YET MORE SPOILERS: Following the shutdown of the Webb/Garfield iteration of the character, Sony and Disney/Marvel worked out an arrangement that would allow Spider-Man to be included in the now fairly expansive Marvel Cinematic Universe, starting with a fresh introduction of the character in 2016’s Captain America: Civil War. For this new iteration, now presenting Tom Holland in the title role, the character would go back to the basic roots of the story, playing as a typical teenager – albeit one with the various super-powers gained from that radioactive spider bite. Only now, Spider-Man could interact with Iron Man and all the other Avengers. For Disney/Marvel, this meant that they could include Spider-Man in their other franchise movies as needed. For Sony, this meant they could include characters, cast and story elements as needed in their own Spider-Man movies. Essentially, this was a win-win for everyone. As a result, not only did we get the appearance of Spider-Man in the Civil War film last year, but we also were treated to this latest movie, which serves both as a way into the MCU story and a fine reboot for the character. Perhaps the third time really is the charm.

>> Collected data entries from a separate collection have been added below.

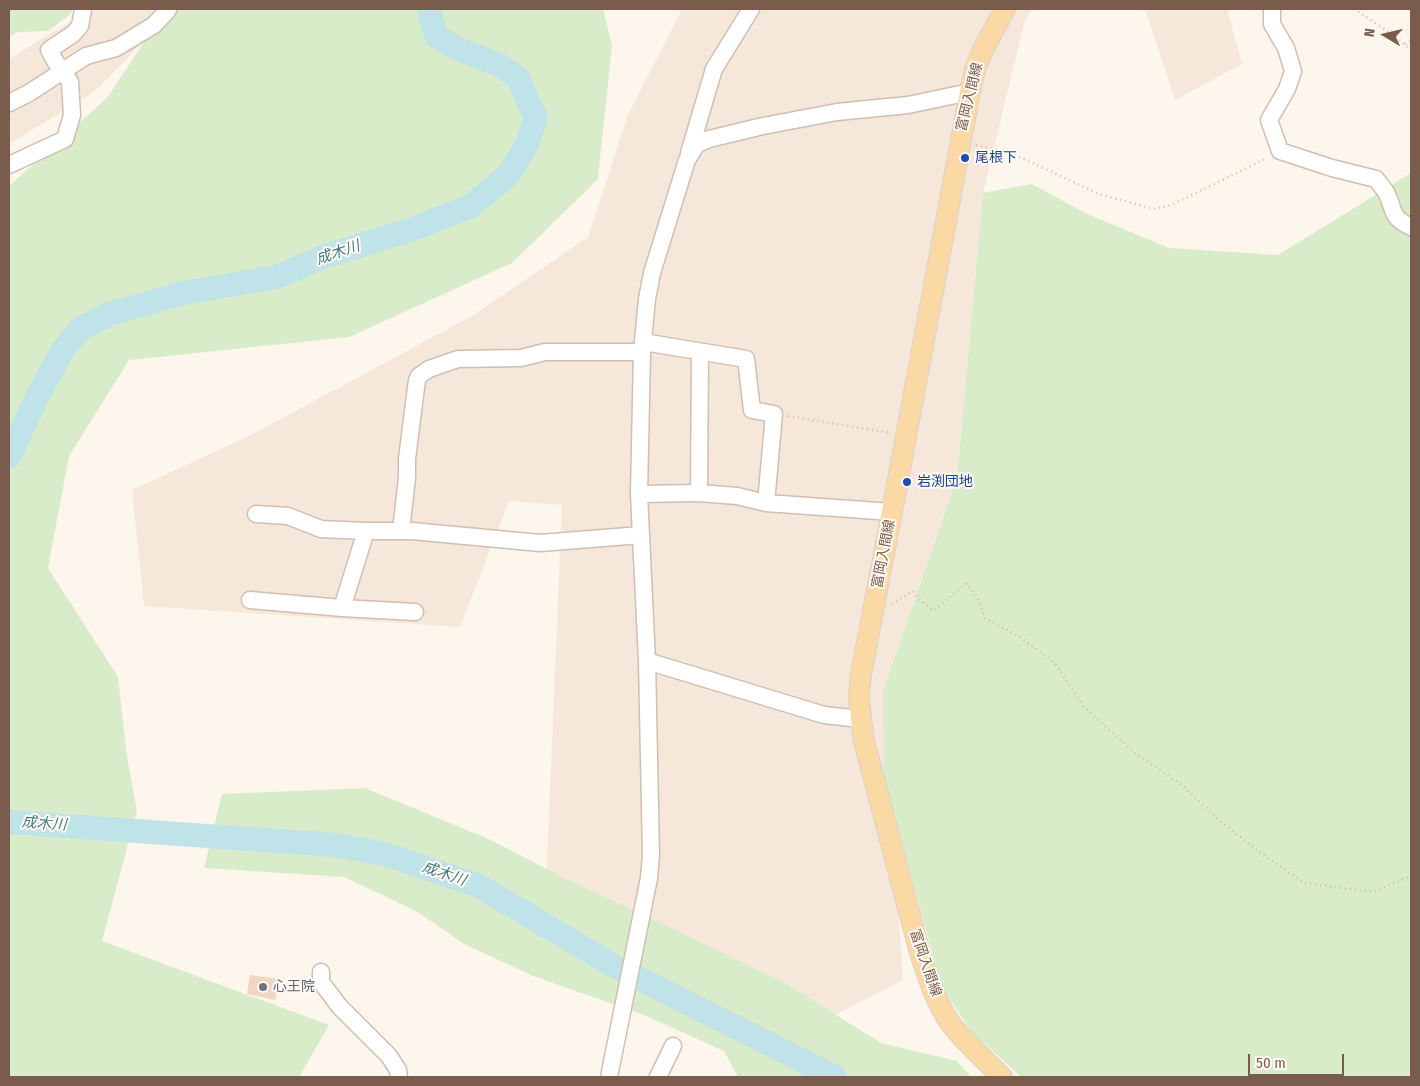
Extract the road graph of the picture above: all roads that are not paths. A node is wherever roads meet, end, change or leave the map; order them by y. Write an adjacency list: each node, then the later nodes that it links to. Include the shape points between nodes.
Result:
1 (83, 9): 6 (street, via 80,26 49,50)
2 (168, 9): 6 (street, via 154,25 116,48 86,56)
3 (751, 9): 9 (street, via 714,69)
4 (1005, 9): 7 (main road, 富岡入間線, via 983,50)
5 (1272, 9): 11 (street, via 1272,24 1286,48 1293,71 1268,120 1280,151 1376,179 1386,193 1393,214)
6 (63, 72): 8 (street); 10 (street, via 70,82 72,115 65,139)
7 (970, 92): 9 (street, via 908,104 838,112 709,139 697,144); 17 (main road, 富岡入間線)
8 (9, 103)
9 (688, 160): 12 (street, via 652,273)
10 (9, 165)
11 (1411, 227)
12 (642, 347): 13 (street); 15 (street); 20 (street, via 545,352 521,358 458,359 419,376)
13 (700, 352): 14 (street); 16 (street, via 746,359 752,410 774,414)
14 (699, 493): 15 (street); 16 (street, via 737,496)
15 (639, 494): 21 (street)
16 (766, 503): 17 (street)
17 (892, 512): 26 (main road, 富岡入間線, via 861,674)
18 (256, 514): 19 (street, via 288,516 321,529)
19 (366, 531): 20 (street); 23 (street)
20 (401, 531): 21 (street, via 540,543)
21 (640, 535): 25 (street)
22 (250, 600): 23 (street)
23 (342, 608): 24 (street)
24 (415, 612)
25 (647, 662): 26 (street, via 824,715); 30 (street, via 649,878)
26 (861, 719): 32 (main road, 富岡入間線, via 872,772 928,978 950,1022)
27 (321, 972): 29 (street, via 321,982 340,1007 389,1056)
28 (674, 1046): 31 (street)
29 (400, 1077)
30 (609, 1077)
31 (658, 1077)
32 (1002, 1077)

EVEN MORE SPOILERS: For the new film, the basic story postulates that Spider-Man exists in the same Manhattan where the Avengers do. And, appropriately for Spider-Man, this story really is told from the perspective of a typical New Yorker (or even a typical New York teenager), for whom the Avengers movies are epic adventures one could only dream about. So the Peter Parker we meet here is not a super-hero or even that spectacular of an adventurer – he’s a high school student who has a secret. Of course, that secret involves having a couple of super-powers and a special Iron Man-made costume that provide him with plenty of extracurricular fun after school. (Where the Raimi/Maguire movies had Peter mutated to actually shoot webbing out of his wrists, the new iteration goes back to the original thought that the web-shooters and other accoutrements are all tech – some from Peter’s own ingenuity and some as gifts from Tony Stark.) And the movie does take a few steps to play things out as a typical, John Hughes-style high school movie, including the notion of giving Peter a nerdy best friend, as well as a crush on a girl who herself has a crush on his costumed identity. For the movie’s villain, the producers have come up with something fairly clever. Given the basic idea of combining the character with the MCU’s story, the Sony producers have been given, quite literally, license to pull what they need from the earlier Marvel movies. Thus, we have the Vulture, reimagined as New York contractor Adrian Toomes (Michael Keaton), who’s making his living scavenging the remains of the various alien tech weapons and ships left behind in Manhattan after the battles of The Avengers. When a new Tony Stark outfit pushes him out, Toomes stays in the racket, albeit under the radar, selling modified pieces of the tech and using some of it to create his flying rig as the Vulture. He’s not a super-villain in the standard sense of the word – he’s a working man trying to get a bit of his own back. Of course, his own ego and tendencies toward brawling don’t mix well with vaporizing weapons, but we all have our faults, don’t we? And yes, there’s a fun irony in casting the former Batman and Birdman as the Vulture – but Keaton really owns the part, and at times gets in a few genuinely scary moments.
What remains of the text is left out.